A luz do sol me incomodou por um tempo e depois ficou normal, Lala havia apontado para um monte de pedras achatadas que serviriam de bancos para mim. Ela andou até a picape e pegou sua mochila preta antes de voltar com um olhar um tanto incomodado para mim.

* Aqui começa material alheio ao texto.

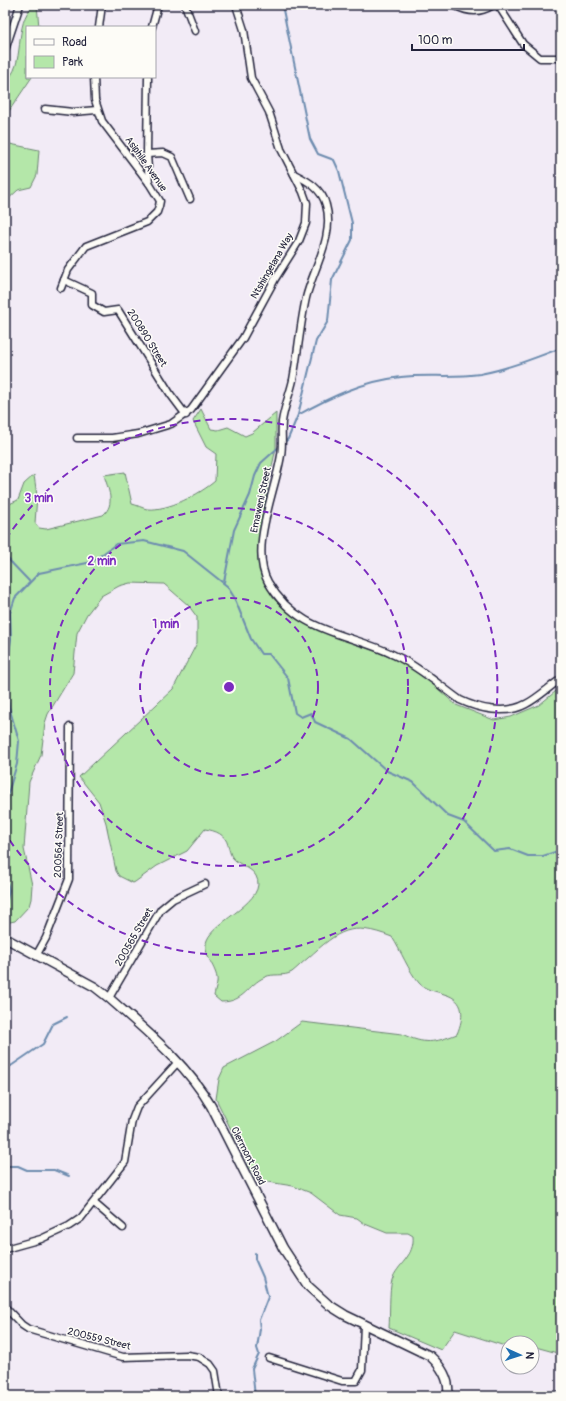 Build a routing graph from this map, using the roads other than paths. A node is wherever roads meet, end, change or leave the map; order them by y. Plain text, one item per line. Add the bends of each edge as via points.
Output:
1 (20, 5) edge
2 (102, 5) edge
3 (158, 5) edge
4 (185, 5) edge
5 (236, 5) edge
6 (456, 5) edge
7 (491, 5) edge
8 (498, 5) edge
9 (99, 26) edge
10 (152, 26) edge
11 (195, 31) dead end
12 (5, 50) edge
13 (559, 58) dead end
14 (94, 78) edge
15 (148, 78) edge
16 (45, 109) dead end
17 (97, 110) junction
18 (147, 154) junction
19 (294, 174) junction
20 (149, 183) junction
21 (190, 199) dead end
22 (64, 280) junction
23 (61, 288) dead end
24 (186, 415) junction
25 (77, 438) dead end
26 (561, 679) edge
27 (70, 727) dead end
28 (205, 884) dead end
29 (5, 938) edge
30 (36, 956) junction
31 (109, 998) junction
32 (178, 1062) junction
33 (94, 1203) junction
34 (123, 1228) dead end
35 (5, 1249) edge
36 (5, 1307) edge
37 (364, 1325) junction
38 (269, 1358) dead end
39 (219, 1396) edge
40 (448, 1396) edge

1 - 12 street
2 - 9 street
3 - 10 street
4 - 11 street
5 - 19 street, Ntshingelana Way via 244,30 251,78 269,112 281,149
6 - 7 street via 478,10
8 - 13 street via 523,44 540,58
14 - 17 street, Asiphile Avenue
15 - 18 street
16 - 17 street via 73,112
17 - 20 street, Asiphile Avenue via 102,122
18 - 20 street
18 - 21 street via 163,153 172,157
19 - 24 street, Ntshingelana Way via 307,203 308,214 298,241 243,338
19 - 26 street, Emaweni Street via 319,190 328,215 324,246 307,297 292,382 284,409 282,452 266,517 263,567 268,581 287,607 326,631 400,658 471,705 501,709 519,707 532,701
20 - 22 street, Asiphile Avenue via 160,201 158,212 147,222 86,246 68,270
22 - 23 street, Asiphile Avenue
22 - 24 street, 200890 Street via 92,293 92,305 100,310 118,310
24 - 25 street, Ntshingelana Way via 171,424 138,434 112,438
27 - 30 street, 200564 Street via 69,880 46,938
28 - 31 street, 200565 Street via 174,899 161,909
29 - 30 street, Clermont Road
30 - 31 street, Clermont Road via 80,978
31 - 32 street, Clermont Road
32 - 33 street via 137,1107 132,1120 125,1162
32 - 37 street, Clermont Road via 202,1090 282,1248 302,1278 328,1305
33 - 34 street
33 - 35 street via 81,1218 69,1226 37,1241
36 - 39 street, 200559 Street via 28,1329 115,1355 131,1358 199,1356 215,1370
37 - 38 street via 362,1370 356,1380 342,1381
37 - 40 street, Clermont Road via 430,1356 439,1365 444,1376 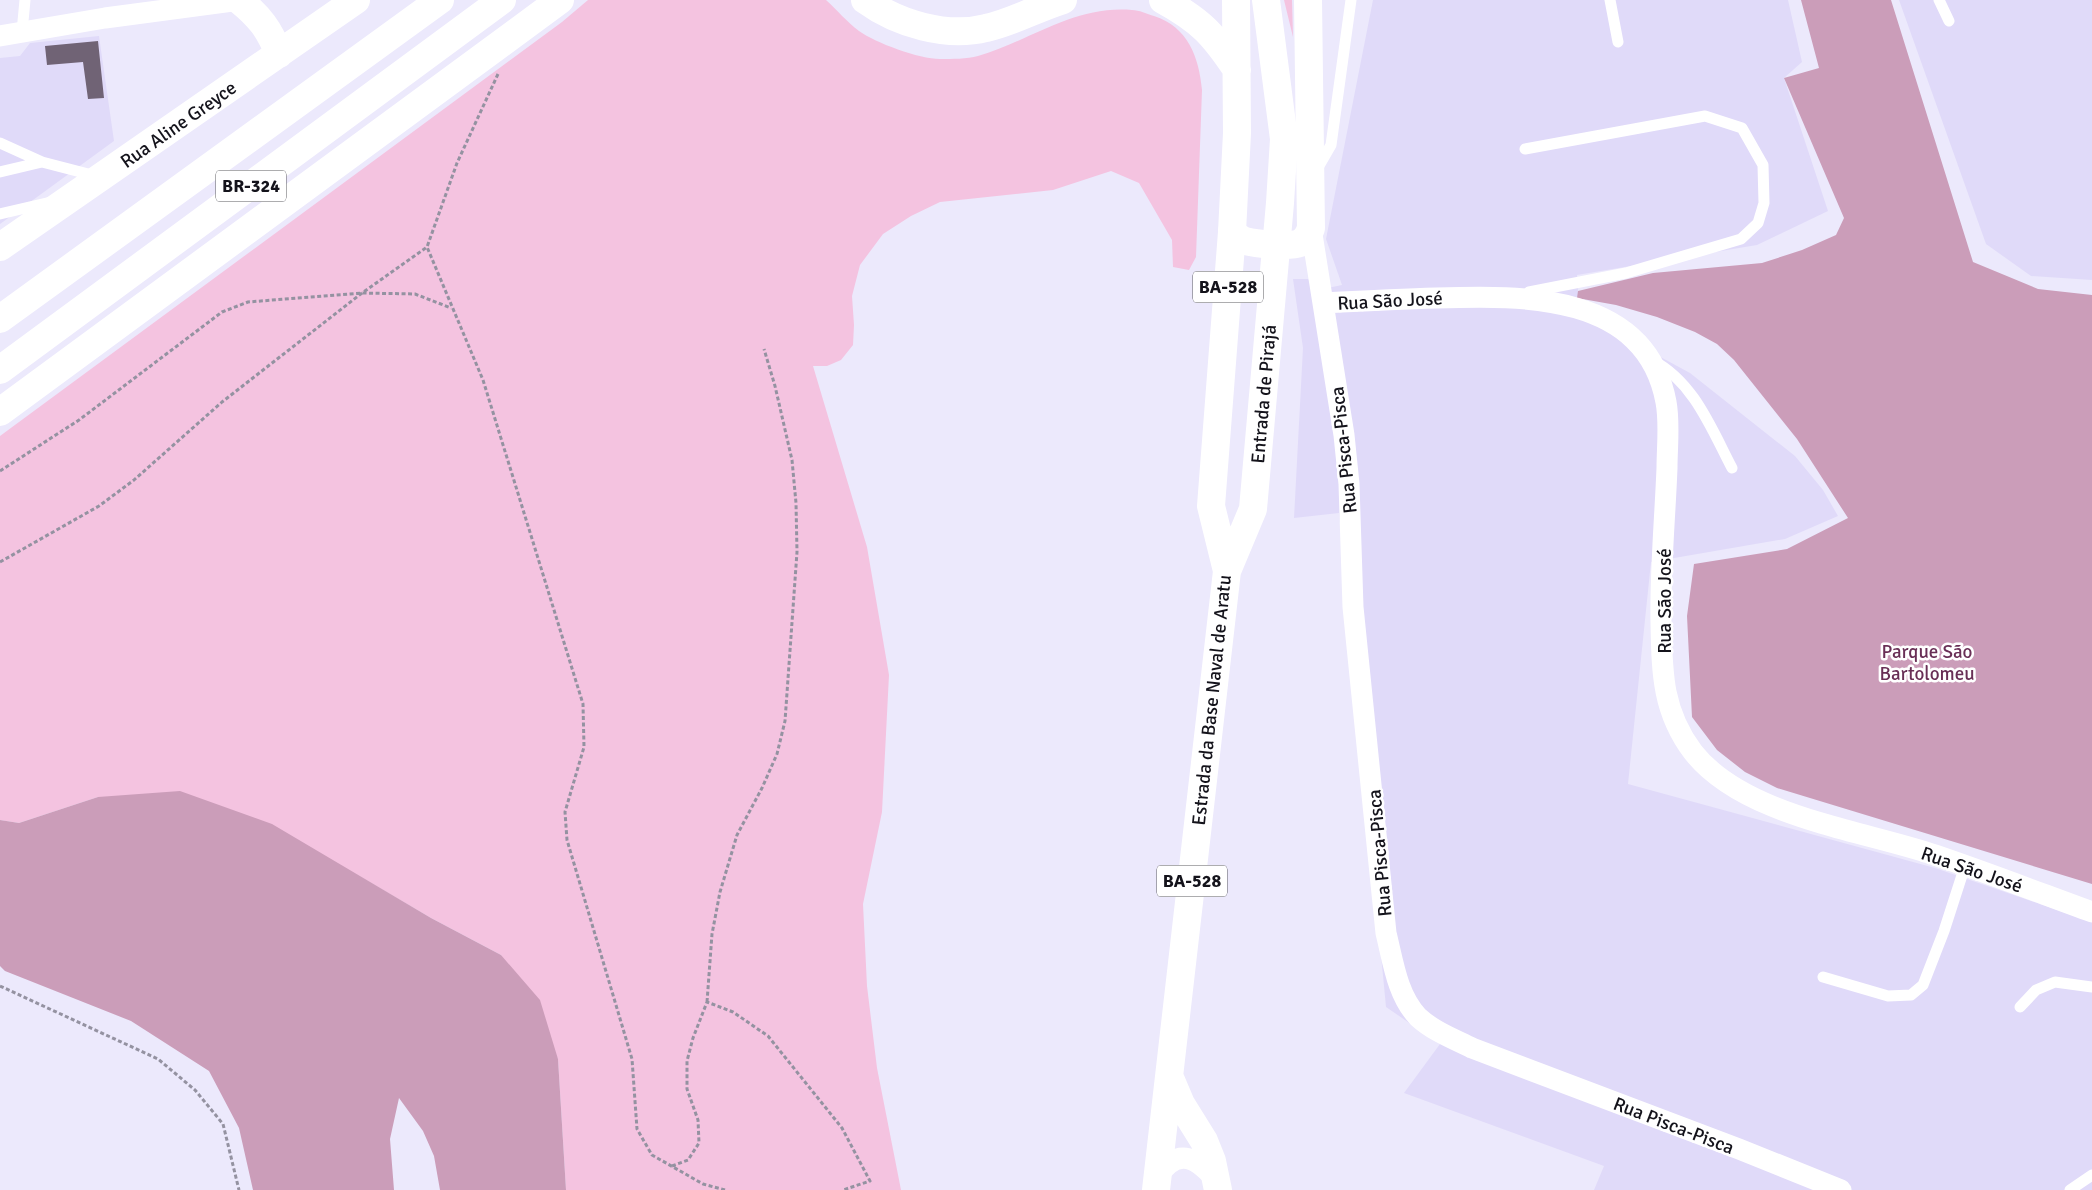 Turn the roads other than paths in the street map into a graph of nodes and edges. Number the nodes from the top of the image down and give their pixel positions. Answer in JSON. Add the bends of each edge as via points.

-Desculpa te dar tanto trabalho.
Ela me encarou.
-Não, não é bem assim dona Bia. Você tá fazendo a parte mais difícil dessa viagem louca que você inventou. Tá toda quebrada, o seu ombro ainda não está bom e você lutou com um monte de soldados pra nos tirar das mãos daquela maluca. Bia, eu nunca conheci alguém tão suicida quanto você.
Eu sorri.
-Eu sei.
Ela sorriu e começou a trabalhar, pegou algodão e um pouco de álcool para passar nos ferimentos. Doeu, mas depois de levar um tiro, alguns chutes, quase ser estrangulada, vários arranhões e cortes, alguns hematomas sérios e uma possibilidade de estar um caco emocional, isso não foi nada. A parte mais difícil foi o corte profundo no meu braço direito. Ela precisou de linha e agulha para fechar, e ainda colocou uma gaze por cima. Se eu continuasse nesse ritmo, estaria quebrada em poucos dias. Depois de me deixar toda suturada, Lala foi ate Lucas que também não estava tão inteiro. Ela estava certa, eu estava na parte mais difícil dessa jornada, claro que não me incomodava, de modo algum, eu me responsabilizo total e completamente por meus amigos. É só que, e se eu estiver bancando a durona e me der mal no final? O que eles vão fazer?
-Bia?
Tatz, Pammy e Iara vieram falar comigo.
-Oi meninas.
-Você tá legal?
-Um pouco machucada e dolorida, mas vou ficar bem.
Elas sorriram.
-É, não é fácil te derrubar né?
-Não mesmo!
Elas continuaram conversando enquanto eu fui falar com o Phe.
-Preciso falar com você.
Ele parou de arrumar as malas na traseira da picape e se virou.
-O que aconteceu?
-Não, relaxa. É só que tinha alguma coisa com aqueles soldados daquela mulher maluca lá atrás.
-Como assim?
-Ela jogava um jogo, um jogo doentio e elaborado que deve ter levado meses até ficar pronto. Ela nos colocou dentro de um círculo formado por seus soldados, dois atacavam cada um e a cada soldado morto dois o substituíam. A lógica não é difícil, o jogo não foi feito para ser ganho, o problema é que quando atiramos naqueles soldados, eles não morriam.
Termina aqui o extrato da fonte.